The Maria Sklodowska-Curie National Research Institute of Oncology (Narodowy Instytut Onkologii im. Marii Skłodowskiej-Curie – Państwowy Instytut Badawczy, until 2020 Maria Skłodowska-Curie Institute of Oncology, Centrum Onkologii–Instytut im. Marii Skłodowskiej-Curie) is a specialized research institute and hospital of the Polish Ministry of Health. Based in Warsaw, it also has regional branches in Gliwice and Kraków. It was founded in 1932 as the Radium Institute by double-Nobel laureate Maria Skłodowska-Curie in collaboration with the Polish Government, especially President Ignacy Mościcki.

== History ==
The institute was created in 1925 following the success of the first Radium Institute, which had been set up in 1918 by Maria Skłodowska-Curie at the University of Paris. While Maria toured the United States to raise funds, receiving the gift of a gram of radium from US President Herbert Hoover that had been bought with funds raised by American women, her sister Bronisława Dłuska supervised fundraising in Poland and oversaw the construction and recruitment, organising a campaign that sold symbolic bricks featuring Maria's image. It was officially opened on 29 May 1932, with Bronisława continuing as the director. One of the institute's brick walls bears the inscription, "MARII SKŁODOWSKIEJ CURIE, W HOŁDZIE"—"In homage to Maria Skłodowska Curie."
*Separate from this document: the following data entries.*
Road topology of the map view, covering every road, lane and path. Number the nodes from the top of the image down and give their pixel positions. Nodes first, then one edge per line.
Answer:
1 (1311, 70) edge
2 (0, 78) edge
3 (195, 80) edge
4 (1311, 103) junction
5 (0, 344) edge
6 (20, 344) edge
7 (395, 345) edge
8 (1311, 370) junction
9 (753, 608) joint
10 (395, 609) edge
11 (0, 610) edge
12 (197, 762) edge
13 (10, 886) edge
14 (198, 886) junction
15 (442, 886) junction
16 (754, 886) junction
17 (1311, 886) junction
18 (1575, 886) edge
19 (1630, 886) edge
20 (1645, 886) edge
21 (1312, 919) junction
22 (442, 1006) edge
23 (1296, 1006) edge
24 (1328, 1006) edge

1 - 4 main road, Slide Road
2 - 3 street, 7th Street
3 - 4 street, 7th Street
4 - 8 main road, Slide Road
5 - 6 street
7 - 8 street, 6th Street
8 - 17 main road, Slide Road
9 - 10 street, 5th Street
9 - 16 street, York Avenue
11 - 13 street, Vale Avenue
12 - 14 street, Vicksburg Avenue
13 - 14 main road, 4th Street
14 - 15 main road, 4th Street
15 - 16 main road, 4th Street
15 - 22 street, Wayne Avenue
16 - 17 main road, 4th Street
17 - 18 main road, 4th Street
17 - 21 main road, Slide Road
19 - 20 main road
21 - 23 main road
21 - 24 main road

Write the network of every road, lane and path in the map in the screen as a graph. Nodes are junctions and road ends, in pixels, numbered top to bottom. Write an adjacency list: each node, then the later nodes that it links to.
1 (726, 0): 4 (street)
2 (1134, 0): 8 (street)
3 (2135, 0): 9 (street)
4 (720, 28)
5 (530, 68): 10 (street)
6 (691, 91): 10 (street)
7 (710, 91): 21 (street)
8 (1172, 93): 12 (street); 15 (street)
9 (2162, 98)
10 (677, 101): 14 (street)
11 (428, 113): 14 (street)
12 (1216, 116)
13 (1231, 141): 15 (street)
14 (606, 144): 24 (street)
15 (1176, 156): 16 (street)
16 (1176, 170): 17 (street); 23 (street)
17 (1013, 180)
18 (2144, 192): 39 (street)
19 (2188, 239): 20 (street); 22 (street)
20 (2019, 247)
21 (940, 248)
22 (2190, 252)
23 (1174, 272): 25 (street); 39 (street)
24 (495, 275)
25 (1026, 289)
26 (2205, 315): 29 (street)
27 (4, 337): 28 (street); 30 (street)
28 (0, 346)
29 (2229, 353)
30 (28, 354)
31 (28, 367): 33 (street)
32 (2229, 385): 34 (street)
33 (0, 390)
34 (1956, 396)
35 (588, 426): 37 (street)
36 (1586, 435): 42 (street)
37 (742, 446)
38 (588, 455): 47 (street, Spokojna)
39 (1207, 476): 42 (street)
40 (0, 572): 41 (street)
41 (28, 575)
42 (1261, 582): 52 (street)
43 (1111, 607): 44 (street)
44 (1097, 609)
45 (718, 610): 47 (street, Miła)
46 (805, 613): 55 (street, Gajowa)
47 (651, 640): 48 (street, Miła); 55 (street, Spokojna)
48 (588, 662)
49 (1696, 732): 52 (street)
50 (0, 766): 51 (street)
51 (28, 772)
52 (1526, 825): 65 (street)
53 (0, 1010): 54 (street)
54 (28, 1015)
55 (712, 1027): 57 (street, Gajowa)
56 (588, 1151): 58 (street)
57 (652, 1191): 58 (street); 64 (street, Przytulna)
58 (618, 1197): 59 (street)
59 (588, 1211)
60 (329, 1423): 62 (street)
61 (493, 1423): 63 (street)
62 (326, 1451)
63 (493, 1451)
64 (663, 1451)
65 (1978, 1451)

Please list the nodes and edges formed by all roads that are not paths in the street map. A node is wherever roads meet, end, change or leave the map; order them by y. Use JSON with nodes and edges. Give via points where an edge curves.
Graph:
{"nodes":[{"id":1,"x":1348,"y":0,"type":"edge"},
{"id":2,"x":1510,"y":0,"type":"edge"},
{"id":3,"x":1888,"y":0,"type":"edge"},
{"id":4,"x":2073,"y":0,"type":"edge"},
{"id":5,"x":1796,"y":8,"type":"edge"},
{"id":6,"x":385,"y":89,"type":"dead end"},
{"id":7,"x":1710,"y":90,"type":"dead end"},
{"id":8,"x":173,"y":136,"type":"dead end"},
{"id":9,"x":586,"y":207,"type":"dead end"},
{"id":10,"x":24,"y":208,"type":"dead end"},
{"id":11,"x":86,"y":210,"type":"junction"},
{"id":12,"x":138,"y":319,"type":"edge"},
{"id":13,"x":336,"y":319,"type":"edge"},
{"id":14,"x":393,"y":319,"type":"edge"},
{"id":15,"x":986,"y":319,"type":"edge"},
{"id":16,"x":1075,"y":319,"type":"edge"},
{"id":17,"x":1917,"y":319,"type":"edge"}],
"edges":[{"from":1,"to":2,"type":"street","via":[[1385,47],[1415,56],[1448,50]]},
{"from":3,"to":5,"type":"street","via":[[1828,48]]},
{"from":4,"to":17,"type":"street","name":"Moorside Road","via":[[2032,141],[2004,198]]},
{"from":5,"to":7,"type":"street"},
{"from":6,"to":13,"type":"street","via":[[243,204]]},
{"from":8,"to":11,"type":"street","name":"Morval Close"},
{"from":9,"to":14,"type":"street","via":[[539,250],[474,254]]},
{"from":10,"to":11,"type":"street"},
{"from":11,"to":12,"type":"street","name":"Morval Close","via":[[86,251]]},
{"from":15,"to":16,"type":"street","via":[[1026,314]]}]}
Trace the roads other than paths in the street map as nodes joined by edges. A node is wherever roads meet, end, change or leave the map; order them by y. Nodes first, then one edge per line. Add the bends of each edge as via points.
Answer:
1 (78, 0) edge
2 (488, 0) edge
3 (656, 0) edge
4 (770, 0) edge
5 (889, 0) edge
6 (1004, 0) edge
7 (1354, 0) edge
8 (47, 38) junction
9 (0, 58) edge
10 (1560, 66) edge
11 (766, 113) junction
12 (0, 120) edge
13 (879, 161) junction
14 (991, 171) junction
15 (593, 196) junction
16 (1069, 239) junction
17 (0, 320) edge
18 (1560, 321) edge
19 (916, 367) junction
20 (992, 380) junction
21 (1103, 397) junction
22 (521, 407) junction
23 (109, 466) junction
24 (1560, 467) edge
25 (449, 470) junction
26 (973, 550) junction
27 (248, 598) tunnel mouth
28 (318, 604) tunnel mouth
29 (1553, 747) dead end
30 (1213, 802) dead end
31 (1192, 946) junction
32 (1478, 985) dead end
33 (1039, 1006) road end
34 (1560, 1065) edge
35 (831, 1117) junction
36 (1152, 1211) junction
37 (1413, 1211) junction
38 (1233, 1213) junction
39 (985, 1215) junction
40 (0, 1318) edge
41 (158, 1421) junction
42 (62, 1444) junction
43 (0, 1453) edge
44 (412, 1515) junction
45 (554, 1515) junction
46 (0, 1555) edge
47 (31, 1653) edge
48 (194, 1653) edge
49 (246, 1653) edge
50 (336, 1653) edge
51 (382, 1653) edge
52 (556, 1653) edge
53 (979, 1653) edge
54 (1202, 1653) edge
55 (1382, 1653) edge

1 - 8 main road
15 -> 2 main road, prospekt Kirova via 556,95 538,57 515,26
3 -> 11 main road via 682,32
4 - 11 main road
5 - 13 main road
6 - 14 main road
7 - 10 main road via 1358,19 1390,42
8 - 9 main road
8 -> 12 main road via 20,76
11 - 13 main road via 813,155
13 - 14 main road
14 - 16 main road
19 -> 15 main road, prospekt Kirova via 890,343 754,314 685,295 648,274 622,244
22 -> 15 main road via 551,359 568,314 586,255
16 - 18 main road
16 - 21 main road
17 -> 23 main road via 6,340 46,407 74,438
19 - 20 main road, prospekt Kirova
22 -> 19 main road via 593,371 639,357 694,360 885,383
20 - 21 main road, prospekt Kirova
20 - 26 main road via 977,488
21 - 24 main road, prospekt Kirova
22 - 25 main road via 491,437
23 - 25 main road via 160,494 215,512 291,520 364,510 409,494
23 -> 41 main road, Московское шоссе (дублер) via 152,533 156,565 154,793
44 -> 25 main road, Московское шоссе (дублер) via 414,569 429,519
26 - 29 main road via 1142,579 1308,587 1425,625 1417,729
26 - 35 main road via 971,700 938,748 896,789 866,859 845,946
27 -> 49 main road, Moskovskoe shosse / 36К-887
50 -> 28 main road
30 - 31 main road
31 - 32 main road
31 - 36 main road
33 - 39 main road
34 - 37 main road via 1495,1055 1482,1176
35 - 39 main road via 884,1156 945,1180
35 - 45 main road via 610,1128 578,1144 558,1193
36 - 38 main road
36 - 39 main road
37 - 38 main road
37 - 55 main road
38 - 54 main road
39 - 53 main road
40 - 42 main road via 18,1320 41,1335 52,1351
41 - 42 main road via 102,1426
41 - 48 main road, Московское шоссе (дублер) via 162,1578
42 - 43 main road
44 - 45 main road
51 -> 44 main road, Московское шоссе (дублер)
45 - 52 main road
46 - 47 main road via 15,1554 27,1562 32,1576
In August 1944, during the Ochota massacre that followed the Warsaw Uprising, the patients and the staff were brutally murdered by the members of S.S. Sturmbrigade R.O.N.A. anti-partisan formation, and the building looted and set on fire.

After World War II, the Institute re-opened and changed its name to "Maria Skłodowska-Curie Institute of Oncology", developing into a specialized research institute and hospital of the Polish Ministry of Health, and opening regional branches in Gliwice and Kraków. It is now the leading and most specialized cancer research and treatment center in Poland.

In May 2013, the institute was brought to international attention when it performed a full face transplant on a man who had been in an industrial accident just a few weeks prior. Just a few months later, they completed a face transplant on a woman who had been disfigured by tumor to the point the she could not eat or talk without great difficulty.